ATLANTA — Participants at the National Association of Black Catholic Administrators dealt with several tough issues facing churches and discussed how to overcome them at the annual meeting Sept. 24-26.
Archbishop Wilton D. Gregory welcomed the attendees to the Archdiocese of Atlanta and encouraged them to work together and be creative as they seek solutions.
A main topic of discussion centered on shrinking diocesan budgets and ways for churches to be resourceful in their fundraising.
Other presentations included Cultural Diversity and New Demands for Evangelization Programming, and Liturgical Norms and Implications for Black Catholics.
“We must all learn how to minister to the needs of the growing, culturally diverse community that is becoming a particular challenge in so many of our dioceses,” Archbishop Gregory said.
William G. Enright, Ph.D., and Richard Klopp led a discussion on the Landscape of Religious Giving.
Enright told the group that African-Americans are the most generous group of people when it comes to religious giving, but presented survey data that revealed a noticeable decrease in tithing. Between 1987 and 2004, collections fell between 25 and 50 percent, with most faith groups experiencing a 30 percent decline.
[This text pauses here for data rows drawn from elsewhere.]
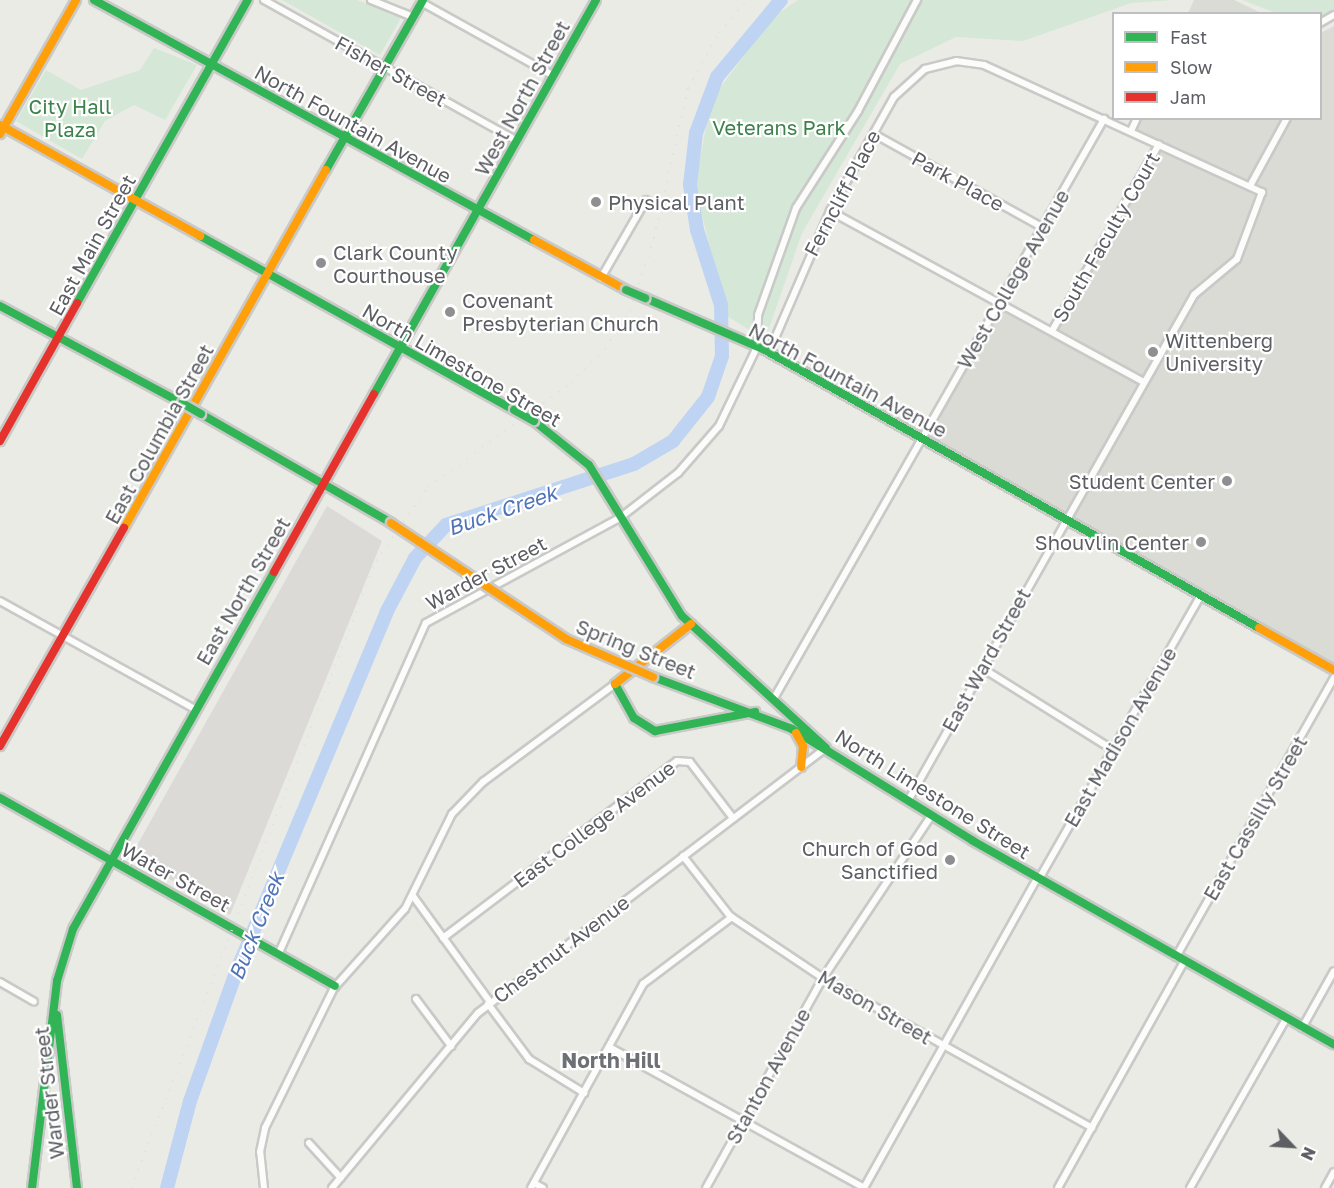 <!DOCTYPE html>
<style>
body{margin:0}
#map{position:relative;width:1334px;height:1188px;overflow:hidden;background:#ebebe6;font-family:"Golos Text",sans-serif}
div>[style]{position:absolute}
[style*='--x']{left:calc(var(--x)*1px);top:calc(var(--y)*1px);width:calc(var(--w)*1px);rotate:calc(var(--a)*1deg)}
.industrial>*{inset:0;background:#dbdad6}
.education>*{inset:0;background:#dbdbd5}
.green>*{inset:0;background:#d5e7d6}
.river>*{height:14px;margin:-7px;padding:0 7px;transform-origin:7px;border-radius:7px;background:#bed4f2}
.roads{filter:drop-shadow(2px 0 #c9c9c8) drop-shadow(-2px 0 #c9c9c8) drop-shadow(0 2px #c9c9c8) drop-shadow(0 -2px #c9c9c8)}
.street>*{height:6px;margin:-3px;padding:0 3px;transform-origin:3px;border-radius:3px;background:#fcfcfb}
.fast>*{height:8px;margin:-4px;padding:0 4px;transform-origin:4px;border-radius:4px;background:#30b455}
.slow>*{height:8px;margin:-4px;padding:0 4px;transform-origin:4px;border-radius:4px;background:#ff9f0a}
.jam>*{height:8px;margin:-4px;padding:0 4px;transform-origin:4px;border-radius:4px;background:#e5322d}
.rail>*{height:2px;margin-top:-1px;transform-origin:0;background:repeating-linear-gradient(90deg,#e2e2e2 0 1.5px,transparent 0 9.5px)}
.bridges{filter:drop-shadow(2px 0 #c8c9c8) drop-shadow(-2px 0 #c8c9c8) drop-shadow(0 2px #c8c9c8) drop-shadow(0 -2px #c8c9c8)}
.fast-bridge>*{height:8px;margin:-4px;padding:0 4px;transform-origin:4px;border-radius:4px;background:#30b455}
.slow-bridge>*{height:8px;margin:-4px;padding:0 4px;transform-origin:4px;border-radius:4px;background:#ff9f0a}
.dots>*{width:16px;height:16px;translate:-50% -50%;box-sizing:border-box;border:3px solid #fff;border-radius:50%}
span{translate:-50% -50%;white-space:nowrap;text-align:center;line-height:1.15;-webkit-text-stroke:4.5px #fff;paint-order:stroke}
.street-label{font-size:20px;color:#5c5e63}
.park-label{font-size:20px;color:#3d814b}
.poi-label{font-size:20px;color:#5c5e63}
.left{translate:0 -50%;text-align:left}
.right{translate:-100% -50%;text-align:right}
.water-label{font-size:21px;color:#5073b8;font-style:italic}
.neighbourhood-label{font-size:21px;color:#6d7075;font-weight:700}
.legend{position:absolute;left:1112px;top:12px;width:210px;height:108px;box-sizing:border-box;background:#fff;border:2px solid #bebfc1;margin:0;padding:8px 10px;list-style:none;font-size:18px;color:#5c5e63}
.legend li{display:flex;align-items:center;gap:12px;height:30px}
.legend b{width:30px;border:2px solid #bebfc1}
.north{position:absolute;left:1262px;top:1116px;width:60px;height:60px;-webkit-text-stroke:4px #fff;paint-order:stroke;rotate:115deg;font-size:16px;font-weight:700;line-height:24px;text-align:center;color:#5c5e63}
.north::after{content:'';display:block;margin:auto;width:21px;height:27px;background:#5c5e63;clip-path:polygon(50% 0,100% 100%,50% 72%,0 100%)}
</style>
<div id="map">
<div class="industrial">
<i style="clip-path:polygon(327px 506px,382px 541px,230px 915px,131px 856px)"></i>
</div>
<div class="education">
<i style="clip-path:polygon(1194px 0,1234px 0,1261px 13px,1188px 13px)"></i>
<i style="clip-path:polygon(1334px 26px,1334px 670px,922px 439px,1000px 302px,1051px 330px,1159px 145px,1131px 131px,1137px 119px,1320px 118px,1321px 33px)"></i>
</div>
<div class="green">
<i style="clip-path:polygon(282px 0,357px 0,401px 18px,380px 55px)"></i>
<i style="clip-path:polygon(798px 0,1173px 0,1131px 3px,1023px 41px,956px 37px,900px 64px,802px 233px,765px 340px,727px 316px,695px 187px,711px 100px,773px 17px)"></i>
<i style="clip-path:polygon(1242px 0,1334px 0,1334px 14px,1321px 19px,1320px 14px,1276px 13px)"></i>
<i style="clip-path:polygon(154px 48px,197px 65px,165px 120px,134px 105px,105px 121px,82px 159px,16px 121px,46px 70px,81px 90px,140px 70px)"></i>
</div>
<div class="river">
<i style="--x:167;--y:1188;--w:90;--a:-75.2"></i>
<i style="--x:190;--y:1101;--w:139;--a:-70.3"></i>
<i style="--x:237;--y:970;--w:387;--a:-67.3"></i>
<i style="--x:386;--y:613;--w:62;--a:-62.2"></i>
<i style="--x:415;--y:558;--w:45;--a:-46.8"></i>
<i style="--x:446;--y:525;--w:198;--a:-18"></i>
<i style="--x:634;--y:464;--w:45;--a:-30.5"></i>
<i style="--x:673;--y:441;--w:56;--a:-51.5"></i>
<i style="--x:708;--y:397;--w:43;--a:-71.1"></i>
<i style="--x:722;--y:356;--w:51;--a:-91.1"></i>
<i style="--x:721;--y:305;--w:79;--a:-107.7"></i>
<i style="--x:697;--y:230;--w:46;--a:-98.8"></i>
<i style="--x:690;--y:185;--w:52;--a:-83.4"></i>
<i style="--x:696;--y:133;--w:60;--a:-69.4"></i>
<i style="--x:717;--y:77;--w:100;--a:-50.3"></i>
</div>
<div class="roads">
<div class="street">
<i style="--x:264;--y:0;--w:290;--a:29.1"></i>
<i style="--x:371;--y:0;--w:45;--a:22"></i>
<i style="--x:421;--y:2;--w:152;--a:29.1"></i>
<i style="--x:1320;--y:23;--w:16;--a:-30"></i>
<i style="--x:1131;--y:131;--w:14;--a:-65"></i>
<i style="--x:874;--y:134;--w:192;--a:29"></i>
<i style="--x:1250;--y:186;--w:77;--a:-61.4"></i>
<i style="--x:830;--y:211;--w:357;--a:28.6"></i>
<i style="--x:601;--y:278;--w:90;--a:-60"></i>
<i style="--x:1052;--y:331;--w:215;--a:-60.2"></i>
<i style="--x:769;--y:352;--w:154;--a:-66.6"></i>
<i style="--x:830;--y:211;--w:131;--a:-60.7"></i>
<i style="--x:894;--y:97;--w:42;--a:-42.1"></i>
<i style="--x:925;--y:69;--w:32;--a:-14"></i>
<i style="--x:956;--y:61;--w:28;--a:8"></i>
<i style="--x:984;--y:65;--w:306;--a:24.6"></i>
<i style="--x:1262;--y:192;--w:72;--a:110.5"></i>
<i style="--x:1237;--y:259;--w:56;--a:140.1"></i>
<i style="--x:1194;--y:295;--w:581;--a:119.48"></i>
<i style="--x:0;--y:601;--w:223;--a:29"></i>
<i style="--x:982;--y:668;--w:155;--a:32"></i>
<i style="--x:773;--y:700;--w:669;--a:-60.33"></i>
<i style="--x:683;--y:856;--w:76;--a:51.9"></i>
<i style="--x:730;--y:916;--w:112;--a:33.7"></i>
<i style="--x:823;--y:978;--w:308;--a:29.1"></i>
<i style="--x:1039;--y:879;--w:327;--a:-60.3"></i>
<i style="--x:413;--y:896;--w:131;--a:54"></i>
<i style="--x:443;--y:938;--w:293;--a:-37.1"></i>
<i style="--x:677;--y:761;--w:13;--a:4"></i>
<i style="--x:690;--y:762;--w:71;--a:52.5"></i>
<i style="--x:278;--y:955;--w:363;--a:-66"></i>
<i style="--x:426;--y:623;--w:222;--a:-28.5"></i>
<i style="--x:621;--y:517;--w:72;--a:-37.7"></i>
<i style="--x:678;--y:473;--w:62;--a:-48.9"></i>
<i style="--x:719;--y:426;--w:88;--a:-64.3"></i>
<i style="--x:757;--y:347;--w:32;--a:-88"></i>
<i style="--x:758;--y:315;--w:114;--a:-70.4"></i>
<i style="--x:796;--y:208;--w:115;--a:-57.4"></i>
<i style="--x:858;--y:111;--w:126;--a:-62"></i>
<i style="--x:1176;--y:957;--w:321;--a:-60.5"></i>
<i style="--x:0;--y:982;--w:39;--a:30"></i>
<i style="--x:416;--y:999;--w:59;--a:53.3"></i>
<i style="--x:488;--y:1004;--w:69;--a:53.3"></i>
<i style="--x:529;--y:1059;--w:65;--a:31.7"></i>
<i style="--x:1302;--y:1028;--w:65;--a:-60.7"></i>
<i style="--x:609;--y:1047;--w:291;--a:28.9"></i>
<i style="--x:309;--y:1143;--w:47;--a:47.6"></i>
<i style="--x:534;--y:1183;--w:10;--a:29"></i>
<i style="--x:264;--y:1188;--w:36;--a:-96"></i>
<i style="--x:260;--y:1152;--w:25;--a:-78"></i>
<i style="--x:265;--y:1128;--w:156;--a:-63.8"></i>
<i style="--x:334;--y:988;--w:106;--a:-48.1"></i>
<i style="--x:405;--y:909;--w:106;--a:-63.7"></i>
<i style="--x:452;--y:814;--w:45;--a:-45.9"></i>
<i style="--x:483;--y:782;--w:164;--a:-36.6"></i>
<i style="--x:332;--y:1188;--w:228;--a:-50.2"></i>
<i style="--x:478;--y:1013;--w:437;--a:-37.3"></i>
<i style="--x:531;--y:1188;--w:233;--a:-61.2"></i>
<i style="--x:643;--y:984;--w:111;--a:-37"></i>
<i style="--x:706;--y:1188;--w:240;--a:-60.9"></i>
<i style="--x:823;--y:978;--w:195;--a:-56.3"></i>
<i style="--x:864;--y:1188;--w:355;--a:-60.8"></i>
<i style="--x:1058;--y:1188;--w:259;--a:-60.9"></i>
<i style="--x:1190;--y:1188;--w:194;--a:-60.4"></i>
<i style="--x:1325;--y:1188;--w:18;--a:-61"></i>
</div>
<div class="fast">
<i style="--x:94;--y:0;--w:501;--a:28.61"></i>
<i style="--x:326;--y:170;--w:196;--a:-60.3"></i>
<i style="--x:200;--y:236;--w:359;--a:29"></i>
<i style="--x:645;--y:298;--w:131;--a:23.4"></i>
<i style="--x:765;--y:350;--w:567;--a:29.37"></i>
<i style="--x:77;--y:303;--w:348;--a:-60.6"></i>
<i style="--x:0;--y:306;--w:206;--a:28.1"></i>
<i style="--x:374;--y:394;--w:452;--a:-60.6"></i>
<i style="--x:201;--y:414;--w:219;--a:29.8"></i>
<i style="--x:534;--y:421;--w:70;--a:38.7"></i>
<i style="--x:589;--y:465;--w:177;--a:58.4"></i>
<i style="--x:682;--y:616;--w:195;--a:42.5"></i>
<i style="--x:653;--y:677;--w:148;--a:20.5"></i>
<i style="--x:792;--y:729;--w:213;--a:31.7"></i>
<i style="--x:973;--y:841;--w:414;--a:29.4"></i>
<i style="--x:615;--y:684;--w:39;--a:61"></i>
<i style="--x:634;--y:718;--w:25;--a:32"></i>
<i style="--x:655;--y:731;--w:102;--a:-10.8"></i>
<i style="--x:0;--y:798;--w:384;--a:29.3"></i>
<i style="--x:57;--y:1015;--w:174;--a:83.4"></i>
<i style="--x:32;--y:1188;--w:209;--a:-83.1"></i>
<i style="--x:57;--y:981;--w:54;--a:-72.9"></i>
<i style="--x:73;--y:929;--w:410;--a:-60.6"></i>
</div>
<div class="slow">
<i style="--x:0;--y:125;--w:229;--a:29"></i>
<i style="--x:0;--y:134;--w:154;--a:-60.4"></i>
<i style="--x:534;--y:240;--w:105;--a:28.5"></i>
<i style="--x:124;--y:528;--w:411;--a:-60.6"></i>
<i style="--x:1259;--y:628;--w:86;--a:29.2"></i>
<i style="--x:615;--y:684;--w:97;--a:-38.3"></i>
<i style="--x:796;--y:733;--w:15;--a:62"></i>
<i style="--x:803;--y:746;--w:21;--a:95"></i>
</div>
<div class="jam">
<i style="--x:0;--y:441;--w:158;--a:-60.8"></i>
<i style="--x:274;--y:572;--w:204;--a:-60.7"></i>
<i style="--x:0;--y:746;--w:251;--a:-60.4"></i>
</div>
</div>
<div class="rail">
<i style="--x:131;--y:1188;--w:673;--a:-68.66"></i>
<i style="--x:376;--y:561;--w:90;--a:-54.9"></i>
<i style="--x:428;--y:487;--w:177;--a:-36"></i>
<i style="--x:571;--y:383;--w:48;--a:-45"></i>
<i style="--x:605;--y:349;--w:45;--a:-56.7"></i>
<i style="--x:630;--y:311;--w:77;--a:-71.8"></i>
<i style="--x:654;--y:238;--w:154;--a:-77.2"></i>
<i style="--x:688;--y:88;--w:63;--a:-60.6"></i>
<i style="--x:719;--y:33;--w:43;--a:-49.7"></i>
</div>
<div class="bridges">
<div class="fast-bridge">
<i style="--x:626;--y:290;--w:21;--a:23"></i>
<i style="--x:182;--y:403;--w:22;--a:30"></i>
<i style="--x:514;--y:410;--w:23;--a:29"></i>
</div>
<div class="slow-bridge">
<i style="--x:391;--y:523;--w:210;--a:33.5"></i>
<i style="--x:566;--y:639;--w:95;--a:23.6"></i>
</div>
</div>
<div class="dots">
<i style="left:596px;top:202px;background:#8e8f91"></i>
<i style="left:321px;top:263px;background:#8e8f91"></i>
<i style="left:450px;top:312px;background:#8e8f91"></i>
<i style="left:1153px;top:352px;background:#8e8f91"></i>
<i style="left:1227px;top:481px;background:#8e8f91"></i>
<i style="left:1201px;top:542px;background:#8e8f91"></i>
<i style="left:950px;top:860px;background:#8e8f91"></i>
</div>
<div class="street-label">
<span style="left:391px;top:71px;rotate:29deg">Fisher Street</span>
<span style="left:522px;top:98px;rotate:-61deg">West North Street</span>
<span style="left:353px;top:124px;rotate:29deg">North Fountain Avenue</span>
<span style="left:958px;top:181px;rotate:29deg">Park Place</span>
<span style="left:842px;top:193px;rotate:-62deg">Ferncliff Place</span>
<span style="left:1106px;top:237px;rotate:-60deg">South Faculty Court</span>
<span style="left:92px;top:245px;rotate:-61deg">East Main Street</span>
<span style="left:1013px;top:279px;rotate:-60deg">West College Avenue</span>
<span style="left:462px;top:365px;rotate:30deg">North Limestone Street</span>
<span style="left:848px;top:380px;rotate:28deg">North Fountain Avenue</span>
<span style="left:159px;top:434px;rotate:-61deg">East Columbia Street</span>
<span style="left:486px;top:573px;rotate:-28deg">Warder Street</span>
<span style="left:243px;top:591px;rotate:-60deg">East North Street</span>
<span style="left:636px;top:649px;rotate:22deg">Spring Street</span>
<span style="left:986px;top:660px;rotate:-61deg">East Ward Street</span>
<span style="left:1120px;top:737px;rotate:-60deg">East Madison Avenue</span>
<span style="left:933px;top:794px;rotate:32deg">North Limestone Street</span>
<span style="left:1255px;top:818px;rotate:-60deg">East Cassilly Street</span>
<span style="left:594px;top:824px;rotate:-37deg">East College Avenue</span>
<span style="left:176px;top:877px;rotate:29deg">Water Street</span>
<span style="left:561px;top:949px;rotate:-37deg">Chestnut Avenue</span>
<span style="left:875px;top:1007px;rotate:30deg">Mason Street</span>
<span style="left:768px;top:1076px;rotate:-61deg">Stanton Avenue</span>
<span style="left:49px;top:1093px;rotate:-97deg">Warder Street</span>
</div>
<div class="park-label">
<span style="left:70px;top:118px">City Hall<br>Plaza</span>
<span style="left:779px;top:127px">Veterans Park</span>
</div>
<div class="poi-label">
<span class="left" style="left:608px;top:202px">Physical Plant</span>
<span class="left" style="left:333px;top:264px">Clark County<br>Courthouse</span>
<span class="left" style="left:462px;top:312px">Covenant<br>Presbyterian Church</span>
<span class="left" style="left:1165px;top:352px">Wittenberg<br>University</span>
<span class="right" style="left:1215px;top:481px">Student Center</span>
<span class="right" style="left:1189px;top:542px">Shouvlin Center</span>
<span class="right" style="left:938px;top:860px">Church of God<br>Sanctified</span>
</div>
<div class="water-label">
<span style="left:502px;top:510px;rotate:-19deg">Buck Creek</span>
<span style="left:256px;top:926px;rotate:-68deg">Buck Creek</span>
</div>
<div class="neighbourhood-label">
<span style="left:611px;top:1060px">North Hill</span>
</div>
<ul class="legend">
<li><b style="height:8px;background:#30b455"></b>Fast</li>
<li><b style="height:8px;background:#ff9f0a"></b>Slow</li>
<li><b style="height:8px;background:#e5322d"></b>Jam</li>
</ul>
<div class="north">N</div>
</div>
He said the future of black parishes will depend on other sources of revenue as tithing alone will not sustain them.
Kathleen Merritt, president of NABCA and director of the Diocese of Charleston’s Office of Ethnic Ministries, said the decrease is forcing churches to find new sources of revenue just to keep the doors open.
“Current trends in generous giving indicate that decisions to give is more based on the personal interest of the giver as opposed to, in the past being more of a commitment to a place of spiritual worship,” Merritt said. “Therefore, generous giving to the church and or parish depends on how clear its mission is and how well it matches the personal interest of the giver.”
Merritt, who attends St. Anthony of Padua Church in Greenville, said her church witnessed a significant increase in giving when they presented a clearly defined mission of providing homes, food and financial assistance to those in need.
“Today, donors are no longer donating to visions and dreams as they’ve done in the past,” she said. “Instead, generous giving is being directed toward projects that are a reality and provide immediate visual results to the donor.”
Enright also provided data on church attendance and giving, noting that those who attended more gave more.
Merritt said this is a serious issue for parishes where the number of young adults, children and teens is low. She said administrators must develop strategies that address the future of youth in the church.
Representatives from over 25 dioceses, the U.S. Conference of Catholic Bishops Secretariat for Cultural Diversity in the Church, Xavier Institute for Black Catholic Studies, and other diocesan leaders and personnel gathered for the meeting. Charles Prejean, director of the Office for Black Catholic Ministry for the Archdiocese of Atlanta, served as host.
The opening Mass and luncheon were held at the Bishop James P. Lyke House-Catholic Center at Atlanta University Center. Father Edward Branch, chaplain, shared the history of the house and its campus ministry program. Merritt presented him with a donation for the program.